Il désigna du doigt le massif de la Chartreuse qui dressait, au Nord, ses contreforts karstiques.

— Il vous suffit de suivre la route qui longe l’Isère sur trois lieu jusqu’à Voreppe. De là, vous trouverez un piste de terre qui escalade le massif jusqu’au monastère des Bénédictines.

— Merci, l’ami, répondit Essex. Il déposa dans la paume ouverte de l’aubergiste deux écus et quinze sols.

Après avoir traversé les Alpes du Sud, John Hardy, comte d’Essex, était arrivé à Grenoble accompagné de son neveu Tom, et de sa maîtresse Caterina. Leur voyage s’était déroulé sans encombre depuis leur fuite spectaculaire de Florence. Les menaces à demi voilées de la reine Elizabeth avaient suffi à décourager les velléités vengeresses de la garde florentine, qui avaient mis fin à la course poursuite après une demi-journée de chevauchée harassante. Ils avaient ensuite traversé la Toscane jusqu’à Pise d’où ils avaient pris un bateau pour traverser la mar Ligure jusqu’à Nice. Avant d’embarquer, Essex avait demandé à Caterina si elle souhaitait les accompagner en France. La jeune italienne avait accepté. Son adultère avec le comte anglais lui ayant presque coûté la vie, elle n’avait plus rien à faire en Toscane. Elle se sentait reconnaissante envers Tom et John de l’avoir sauvée alors qu’ils auraient pu l’abandonner à son sort.

La traversée avait été des plus paisible, les deux amants n’ayant quitté la chaleur de leur cabine que pour admirer les couchers de soleil sur la Méditerranée. Tom, quant à lui, s’était lié d’amitié avec le fil du capitaine, qui lui avait appris les rudiments de la navigation.

Depuis Nice, ils étaient remontés vers le Nord par le Col d’Allos où ils étaient restés bloqués trois jours dans un refuge d’altitude en raison d’une tempête printanière. Puis ils avaient continué de se faufiler entre les hauts sommets alpins jusqu’à Grenoble.

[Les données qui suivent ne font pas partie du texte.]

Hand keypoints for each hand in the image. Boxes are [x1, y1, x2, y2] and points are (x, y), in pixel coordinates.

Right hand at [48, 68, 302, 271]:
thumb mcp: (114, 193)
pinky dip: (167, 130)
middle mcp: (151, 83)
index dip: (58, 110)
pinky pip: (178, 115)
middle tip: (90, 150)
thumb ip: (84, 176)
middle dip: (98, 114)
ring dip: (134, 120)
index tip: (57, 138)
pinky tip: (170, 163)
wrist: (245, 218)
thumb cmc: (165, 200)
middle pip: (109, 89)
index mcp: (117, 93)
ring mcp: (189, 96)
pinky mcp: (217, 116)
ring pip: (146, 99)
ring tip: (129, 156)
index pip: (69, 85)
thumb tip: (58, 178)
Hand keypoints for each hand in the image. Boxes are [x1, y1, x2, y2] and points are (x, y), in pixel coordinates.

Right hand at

A la sortie de l’auberge, un vent glacé fouetta leurs visages. des flocons arrachés au manteau neigeux qui recouvrait le sol virevolteraient dans les airs. Nous étions déjà à la mi-avril mais l’hiver 85-86 avait été particulièrement long et rigoureux, et il avait neigé toute la nuit. La turgotine qui les conduisit de Grenoble à Voreppe eut bien du mal à se frayer un chemin dans les ornières boueuses que la neige avait creusées sur la route. A plusieurs reprises, Essex et Tom Hardy durent aider le cocher et le postillon à dégager une roue prise dans un bloc de glace. Les deux chevaux qui tiraient la cariole avançaient péniblement et ils auraient été presque aussi rapide à pied. Ils descendirent à Voreppe tandis que la turgotine faisait monter à son bord un couple de jeunes mariées, et reprenait sa route pour Lyon. Ils feraient probablement escale du côté de Bourgoin-Jallieu et arriveraient à la capitale du Dauphiné le lendemain dans l’après-midi.

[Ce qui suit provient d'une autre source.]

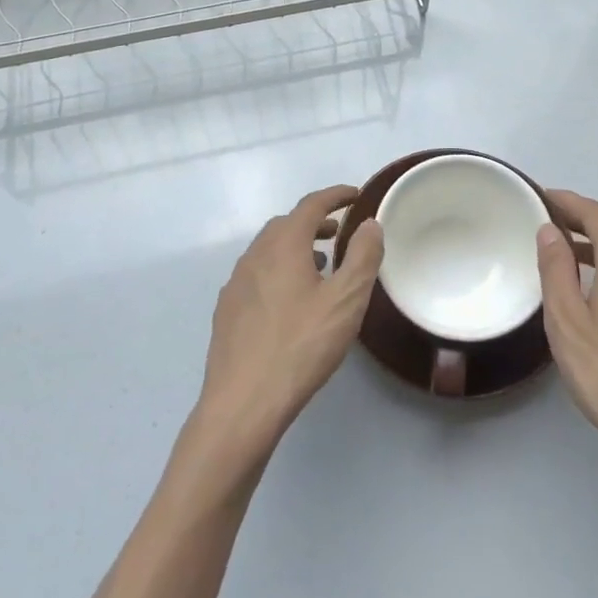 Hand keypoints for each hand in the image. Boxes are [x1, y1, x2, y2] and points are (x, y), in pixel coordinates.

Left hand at [197, 185, 383, 452]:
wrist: (243, 402)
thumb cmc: (301, 346)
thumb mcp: (346, 301)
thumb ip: (362, 257)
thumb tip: (369, 223)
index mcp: (283, 245)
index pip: (311, 205)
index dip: (335, 196)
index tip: (355, 195)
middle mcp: (255, 255)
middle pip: (286, 224)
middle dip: (314, 222)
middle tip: (339, 233)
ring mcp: (236, 283)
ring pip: (268, 250)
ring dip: (295, 247)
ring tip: (319, 266)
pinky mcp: (227, 310)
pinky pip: (256, 275)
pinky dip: (278, 271)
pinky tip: (289, 301)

Essex demanda aux commerçants de la petite bourgade s’il existait une voiture qui pourrait les conduire jusqu’au monastère de Chalais. Le boulanger lui proposa de lui prêter son âne, à condition qu’il emporte avec lui la fournée de pain qu’il avait fait spécialement pour les sœurs de Chalais. Nous étions un dimanche matin et les sœurs s’accordaient le repos de ne point allumer leur four en ce jour béni. Le comte accepta, et fit monter Caterina sur l’animal tandis que Tom, armé d’un bâton, ouvrait la route en combattant des brigands imaginaires. Caterina regardait le garçon avec une tendresse toute maternelle. Machinalement, elle posa sa main sur son ventre. Voilà deux lunes déjà qu’elle n’avait pas été indisposée. Ses seins lui faisaient mal et elle était prise de nausées chaque fois qu’elle se réveillait. Elle regarda la nuque de John Hardy qui conduisait la mule. Peut-être pourrais-je lui offrir un petit comte ?

L’ascension dura deux heures, et ils aperçurent le clocher de la chapelle alors que sonnait la Sexte. Parvenus dans la cour, Essex aida Caterina à descendre de la mule, et ils attendirent la fin de l’office. Les sœurs sortirent l’une après l’autre et rejoignirent le bâtiment principal. Une novice se dirigea vers eux. Pas plus haute que Tom, elle devait relever le bas de sa robe pour éviter de marcher dessus.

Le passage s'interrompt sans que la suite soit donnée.